Why do individuals join armed groups? Research has pointed to several causes, including profit motives for gang members, economic incentives for those involved in civil conflicts, and nonmaterial motives such as intrinsic motivations that can be fueled, for example, by the desire for revenge, say, when a family member is killed by another group.

Economists have recognized the importance of nonmaterial motives for civil conflict. However, there is no empirical evidence in economics about the importance of intrinsic motivation for armed group recruitment, except through self-reported narratives. This paper attempts to settle this debate and demonstrate how nonmaterial motives form by providing evidence for the formation, and effects, of intrinsic preferences to join armed groups, in eastern Democratic Republic of the Congo (DRC), where about 120 nonstate armed groups operate in eastern DRC, some of which are considered foreigners, and where numerous local militias have formed to oppose these many groups.

The authors assembled a yearly panel dataset on the occupational choices and household histories of 1,537 households from 239 municipalities, and the violence perpetrated by armed actors on those households, dating back to 1990. They measured exposure to attacks on households and participation into armed groups using household histories. In other words, ​because of the specific context of the study, and approaches to minimize concerns of misreporting, participation histories could be reconstructed. The authors’ main analysis exploits variation in exposure to foreign armed group attacks across and within households over time.

Employing a many-layered methodology to, among other factors, isolate the causal effect of an attack by foreign armed groups, the authors find that if a household has been attacked by a foreign armed group, the probability that the individual in such a household participates in a Congolese militia is 2.55 pp (2.36 times) larger in each subsequent year. This effect is so large that it drives the effect of attacks by any armed group on participation into any armed group.

To assess the conditions of external validity of this result, the authors examine heterogeneous effects during years in which state forces are present, or absent, from the villages in which individuals participate in armed groups. They find that the baseline estimate is entirely driven by years in which state forces are absent. Using plausibly exogenous variation in the presence of state forces, they conclude that exposure to attacks by household members leads to the forging of preferences for joining militias, but that those preferences are only expressed in actually joining in years in which the state forces are absent to repress them.

The authors find that the main effect is consistent with the formation of preferences arising from parochial altruism towards family members, and rule out leading alternative causal channels that could explain their baseline estimate.
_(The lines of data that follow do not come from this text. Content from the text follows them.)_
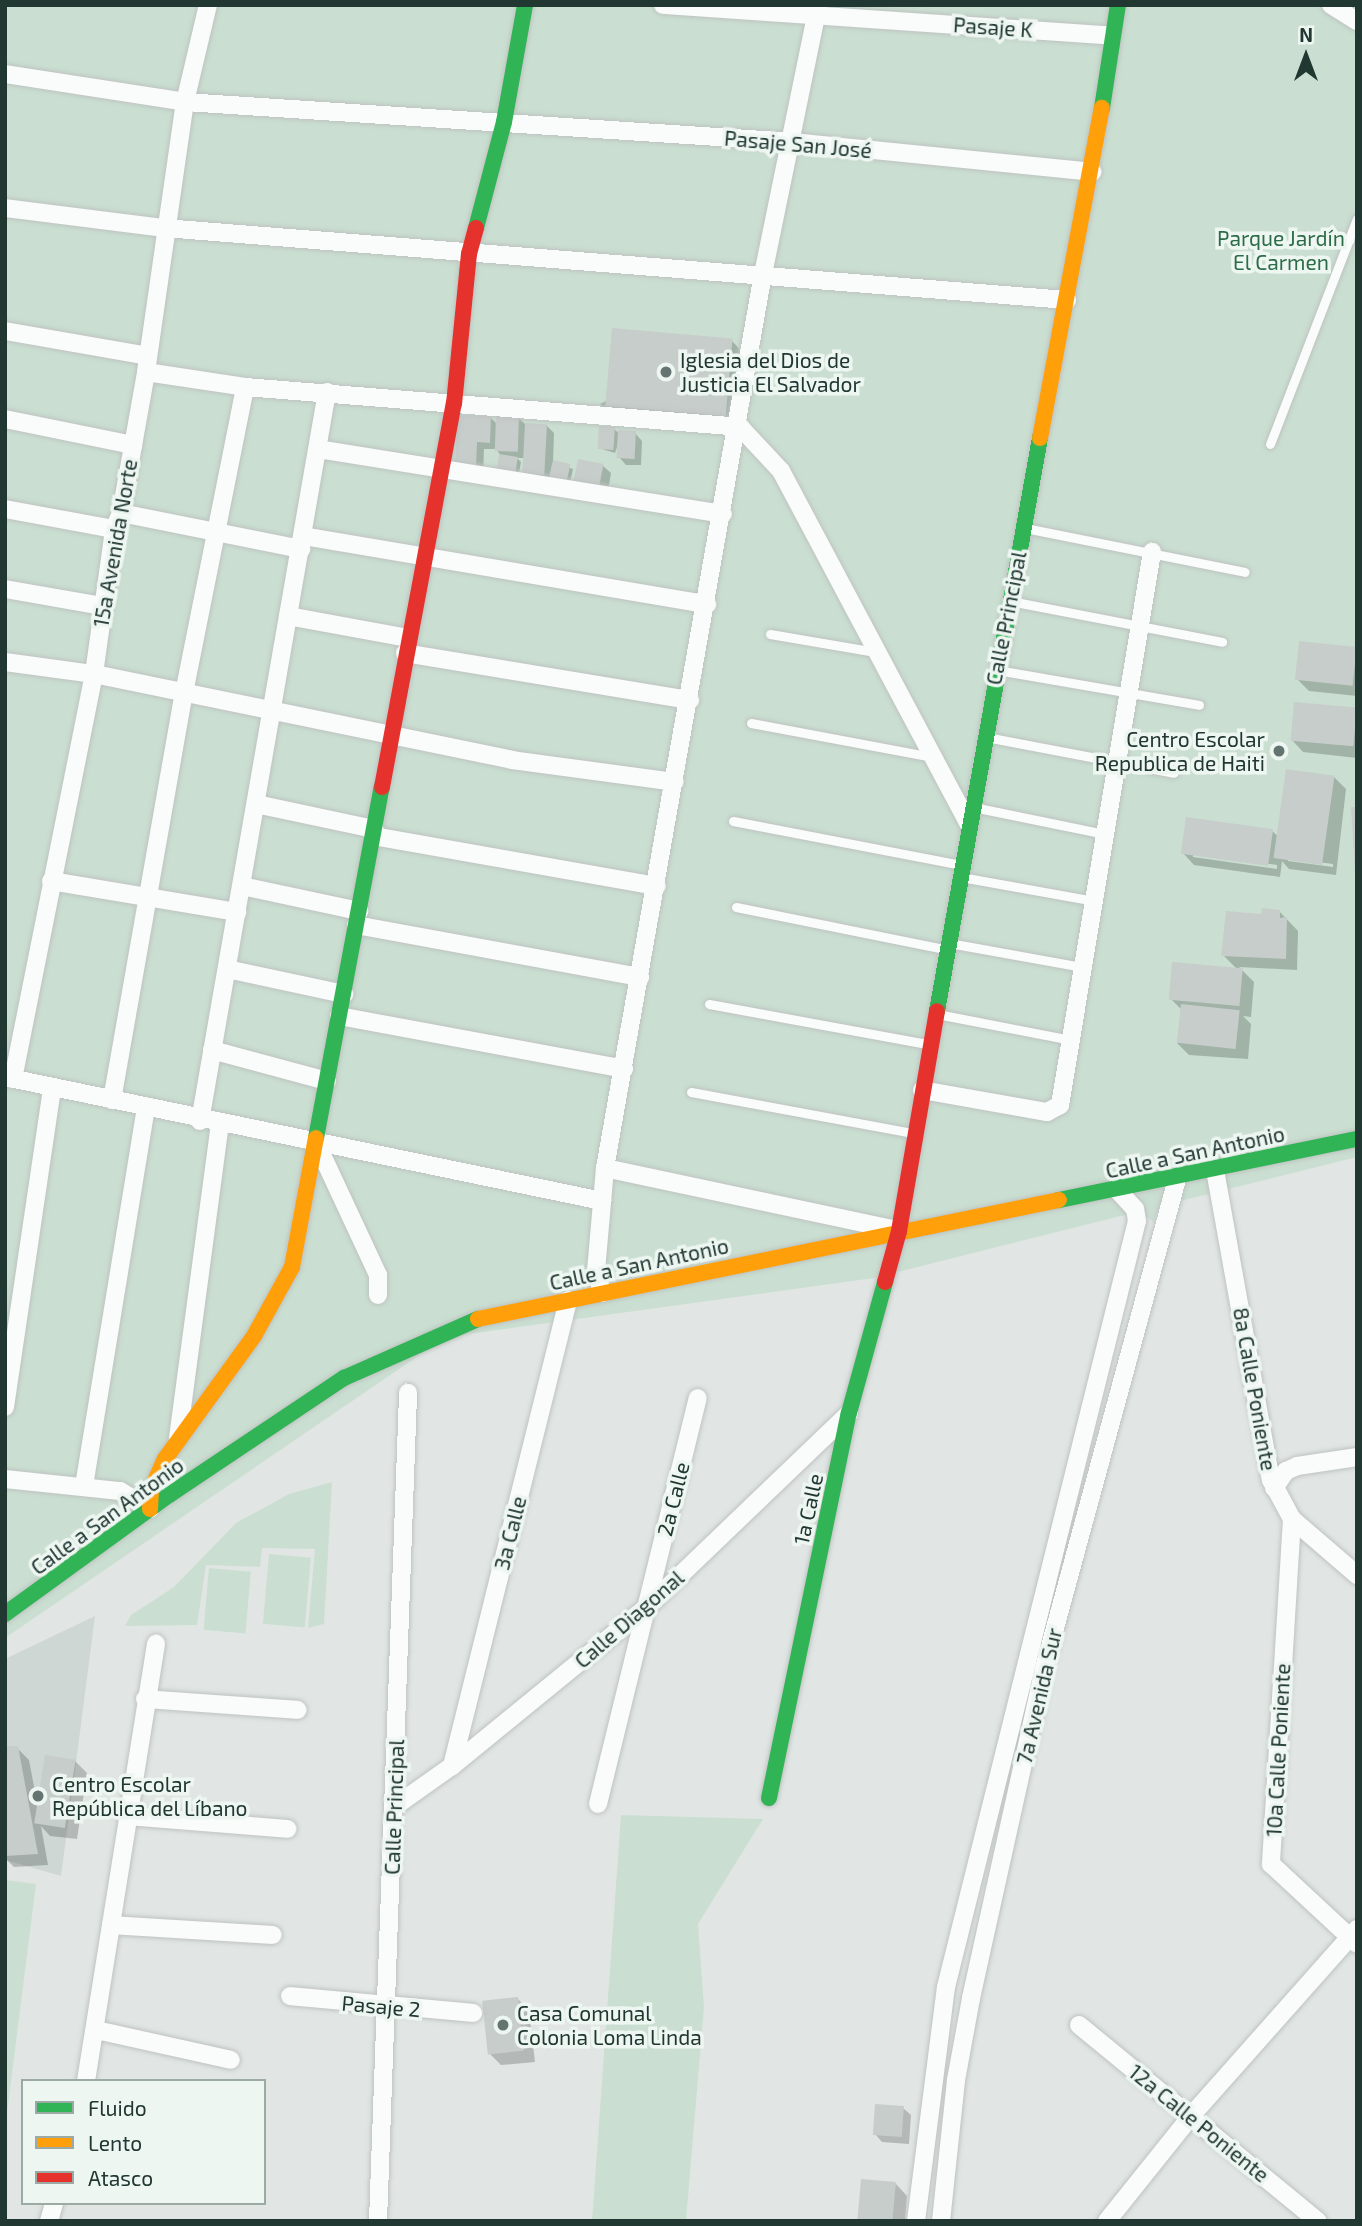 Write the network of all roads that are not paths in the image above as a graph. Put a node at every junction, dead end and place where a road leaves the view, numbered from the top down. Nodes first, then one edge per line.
1 (208, 5) edge
2 (525, 5) edge
3 (663, 5) edge
4 (1118, 5) edge
5 (1331, 5) edge
6 (817, 10) edge
7 (1357, 21) edge
8 (1112, 36) junction
9 (5, 74) edge
10 (185, 102) junction
11 (504, 122) junction
12 (793, 142) junction
13 (1092, 172) junction
14 (5, 208) edge
15 (1357, 219) edge
16 (164, 228) junction
17 (1329, 235) dead end
18 (1349, 240) junction
19 (469, 254) junction
20 (762, 279) junction
21 (1067, 300) junction
22 (5, 331) edge
23 (147, 364) junction
24 (245, 387) junction
25 (327, 392) junction
26 (454, 404) junction
27 (5, 419) edge
28 (740, 427) junction
29 (1270, 444) dead end
30 (133, 445) junction
31 (318, 449) junction
32 (439, 471) junction
33 (5, 509) edge
34 (723, 514) junction
35 (118, 521) junction
36 (1023, 527) junction
37 (217, 532) junction
38 (302, 542) junction
39 (1152, 552) junction
40 (425, 557) junction
41 (1245, 572) dead end
42 (5, 589) edge
43 (1008, 600) junction
44 (707, 604) junction
45 (102, 606) junction
46 (288, 616) junction
47 (1140, 626) junction
48 (770, 634) dead end
49 (1222, 642) dead end
50 (407, 645) junction
51 (880, 653) junction
52 (5, 662) edge
53 (995, 670) junction
54 (94, 674) junction
55 (1128, 692) junction
56 (184, 694) junction
57 (690, 700) junction
58 (1199, 705) dead end
59 (271, 710) junction
60 (751, 723) dead end
61 (389, 735) junction
62 (984, 736) junction
63 (937, 758) junction
64 (1117, 762) junction
65 (1174, 773) dead end
66 (675, 782) junction
67 (256, 804) junction
68 (970, 815) junction
69 (733, 821) dead end
70 (374, 833) junction
71 (1105, 834) junction
72 (960, 871) junction
73 (51, 881) junction
74 (242, 886) junction
75 (657, 886) junction
76 (146, 897) junction
77 (1094, 901) junction
78 (736, 907) dead end
79 (237, 912) junction
80 (358, 918) junction
81 (947, 946) junction
82 (1083, 967) junction
83 (227, 969) junction
84 (640, 977) junction
85 (344, 994) junction
86 (709, 1004) dead end
87 (935, 1014) junction
88 (339, 1016) junction
89 (1071, 1040) junction
90 (930, 1044) junction
91 (212, 1050) junction
92 (624, 1069) junction
93 (9, 1078) edge
94 (327, 1081) junction
95 (52, 1089) junction
96 (922, 1090) junction
97 (691, 1092) dead end
98 (111, 1100) junction
99 (146, 1108) junction
100 (200, 1121) junction
101 (220, 1124) junction
102 (914, 1133) junction
103 (1357, 1139) edge
104 (316, 1142) junction
105 (606, 1168) junction
106 (1215, 1170) junction
107 (1177, 1179) junction
108 (1117, 1190) junction
109 (602, 1201) junction
110 (899, 1231) junction
111 (602, 1293) junction
112 (378, 1295) dead end
113 (568, 1300) junction
114 (408, 1392) dead end
115 (698, 1398) dead end
116 (5, 1407) edge
117 (849, 1413) junction
118 (178, 1438) junction
119 (1357, 1457) edge
120 (5, 1479) edge
121 (84, 1486) junction
122 (1274, 1488) junction
123 (150, 1509) junction
124 (1292, 1519) junction
125 (1357, 1575) edge
126 (647, 1607) junction
127 (5, 1614) edge
128 (156, 1644) dead end
129 (145, 1699) junction
130 (298, 1710) dead end
131 (452, 1766) junction
132 (769, 1798) dead end
133 (598, 1804) dead end
134 (394, 1807) junction
135 (127, 1816) junction
136 (287, 1829) dead end
137 (111, 1925) junction
138 (272, 1935) dead end
139 (1354, 1937) edge
140 (290, 1996) dead end
141 (386, 2008) junction
142 (473, 2013) dead end
143 (1079, 2025) dead end
144 (96, 2030) junction
145 (231, 2060) dead end
146 (86, 2079) edge
147 (1191, 2116) junction
148 (378, 2221) edge
149 (916, 2221) edge
150 (941, 2221) edge
151 (1107, 2221) edge
152 (1318, 2221) edge

1 - 10 street, 15a Avenida Norte
2 - 11 street
3 - 6 street, Pasaje K
4 - 8 street, Calle Principal
5 - 7 street
6 - 8 street, Pasaje K
6 - 12 street
8 - 13 street, Calle Principal
9 - 10 street, Pasaje San José
10 - 11 street, Pasaje San José
10 - 16 street, 15a Avenida Norte
11 - 12 street, Pasaje San José
11 - 19 street
12 - 13 street, Pasaje San José
12 - 20 street
13 - 21 street, Calle Principal
14 - 16 street
15 - 18 lane
16 - 19 street
16 - 23 street, 15a Avenida Norte
17 - 18 lane
18 - 29 lane
19 - 20 street
19 - 26 street
20 - 21 street
20 - 28 street
21 - 36 street, Calle Principal
22 - 23 street
23 - 24 street
23 - 30 street, 15a Avenida Norte
24 - 25 street
24 - 37 street
25 - 26 street
25 - 31 street
26 - 28 street
26 - 32 street
27 - 30 street
28 - 34 street
28 - 51 street
30 - 35 street, 15a Avenida Norte
31 - 32 street
31 - 38 street
32 - 34 street
32 - 40 street
33 - 35 street
34 - 44 street
35 - 37 street
35 - 45 street, 15a Avenida Norte
36 - 39 lane
36 - 43 street, Calle Principal
37 - 38 street
37 - 56 street
38 - 40 street
38 - 46 street
39 - 41 lane
39 - 47 street
40 - 44 street
40 - 50 street
42 - 45 street
43 - 47 lane
43 - 53 street, Calle Principal
44 - 57 street
45 - 54 street, 15a Avenida Norte
46 - 50 street
46 - 59 street
47 - 49 lane
47 - 55 street
48 - 51 lane
50 - 57 street
50 - 61 street
51 - 63 street
52 - 54 street
53 - 55 lane
53 - 62 street, Calle Principal
54 - 56 street
54 - 73 street, 15a Avenida Norte
55 - 58 lane
55 - 64 street
56 - 59 street
56 - 76 street
57 - 66 street
59 - 61 street
59 - 67 street
60 - 63 lane
61 - 66 street
61 - 70 street
62 - 64 lane
62 - 68 street, Calle Principal
63 - 68 street
64 - 65 lane
64 - 71 street
66 - 75 street
67 - 70 street
67 - 74 street
68 - 71 lane
68 - 72 street, Calle Principal
69 - 72 lane
70 - 75 street
70 - 80 street
71 - 77 street
72 - 77 lane
72 - 81 street, Calle Principal
73 - 76 street
73 - 93 street, 15a Avenida Norte
74 - 79 street
74 - 80 street
75 - 84 street
76 - 79 street
76 - 98 street
77 - 82 street
78 - 81 lane
79 - 83 street
80 - 84 street
80 - 85 street
81 - 82 lane
81 - 87 street, Calle Principal
82 - 89 street
83 - 85 street
83 - 91 street
84 - 92 street
85 - 88 street
86 - 90 lane
87 - 89 lane
87 - 90 street, Calle Principal
88 - 92 street
88 - 94 street
89 - 96 street
90 - 96 street, Calle Principal
91 - 94 street
91 - 100 street
92 - 105 street
93 - 95 street
94 - 104 street
95 - 98 street
95 - 116 street
96 - 102 street, Calle Principal
97 - 102 lane
98 - 99 street
99 - 100 street
99 - 121 street
100 - 101 street
101 - 104 street
101 - 118 street
102 - 110 street, Calle Principal
103 - 106 street, Calle a San Antonio
104 - 109 street
104 - 112 street
104 - 118 street
105 - 109 street
105 - 110 street
106 - 107 street, Calle a San Antonio
106 - 122 street, 8a Calle Poniente
107 - 108 street, Calle a San Antonio
107 - 150 street, 7a Avenida Sur
108 - 110 street, Calle a San Antonio
108 - 149 street, 7a Avenida Sur
109 - 111 street
110 - 111 street, Calle a San Antonio
110 - 117 street, 1a Calle
111 - 113 street, Calle a San Antonio
113 - 123 street, Calle a San Antonio
113 - 131 street, 3a Calle
114 - 134 street, Calle Principal
115 - 126 street, 2a Calle
117 - 126 street, Calle Diagonal
117 - 132 street, 1a Calle
118 - 123 street
119 - 122 street
120 - 121 street
121 - 123 street
122 - 124 street, 8a Calle Poniente
123 - 127 street, Calle a San Antonio
124 - 125 street, 8a Calle Poniente
124 - 139 street, 10a Calle Poniente
126 - 131 street, Calle Diagonal
126 - 133 street, 2a Calle
128 - 129 street
129 - 130 street
129 - 135 street
131 - 134 street, Calle Diagonal
134 - 141 street, Calle Principal
135 - 136 street
135 - 137 street
137 - 138 street
137 - 144 street
139 - 147 street
140 - 141 street, Pasaje 2
141 - 142 street, Pasaje 2
141 - 148 street, Calle Principal
143 - 147 street, 12a Calle Poniente
144 - 145 street
144 - 146 street
147 - 151 street
147 - 152 street, 12a Calle Poniente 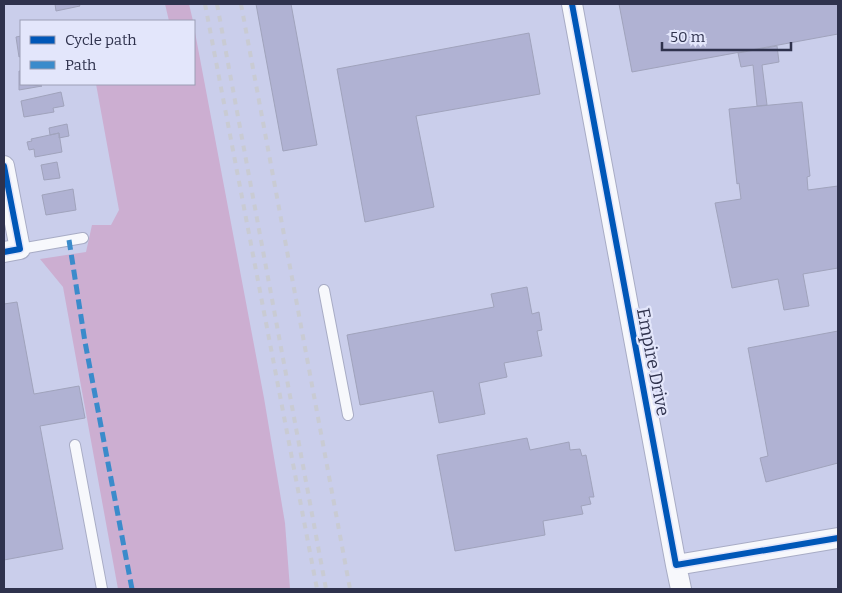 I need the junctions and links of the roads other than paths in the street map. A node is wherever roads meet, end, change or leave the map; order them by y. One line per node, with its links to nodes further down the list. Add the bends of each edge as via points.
1 (572, 4): 9 (street, Empire Drive)
2 (4, 166): 4 (street)
3 (83, 238): 4 (lane)
4 (12, 251)
5 (324, 290): 6 (lane)
6 (348, 415)
7 (75, 444): 10 (lane)
8 (838, 538): 9 (street)
9 (676, 565): 11 (street, Empire Drive)
10 (102, 589)
11 (681, 589)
The effect of victimization on participation is so large that it would take a prohibitive increase in income outside armed groups to undo it—a permanent 18.2-fold increase in yearly per capita income.

In sum, this paper provides evidence for the forging of rebels by illustrating that violent popular movements form from the interaction of intrinsic motivation to take arms, as well as state weakness. The effect of victimization on participation is so large that it would take a prohibitive increase in income to undo it. The results suggest that violations perpetrated by foreign armed groups generate among the relatives of the victims a desire—and possibly a moral conviction—to fight back. This work also provides the first-of-its-kind evidence for the forging of rebels through the forging of preferences and shows that nonmaterial motives can explain a high-stake conflict and a high-stake developmental outcome.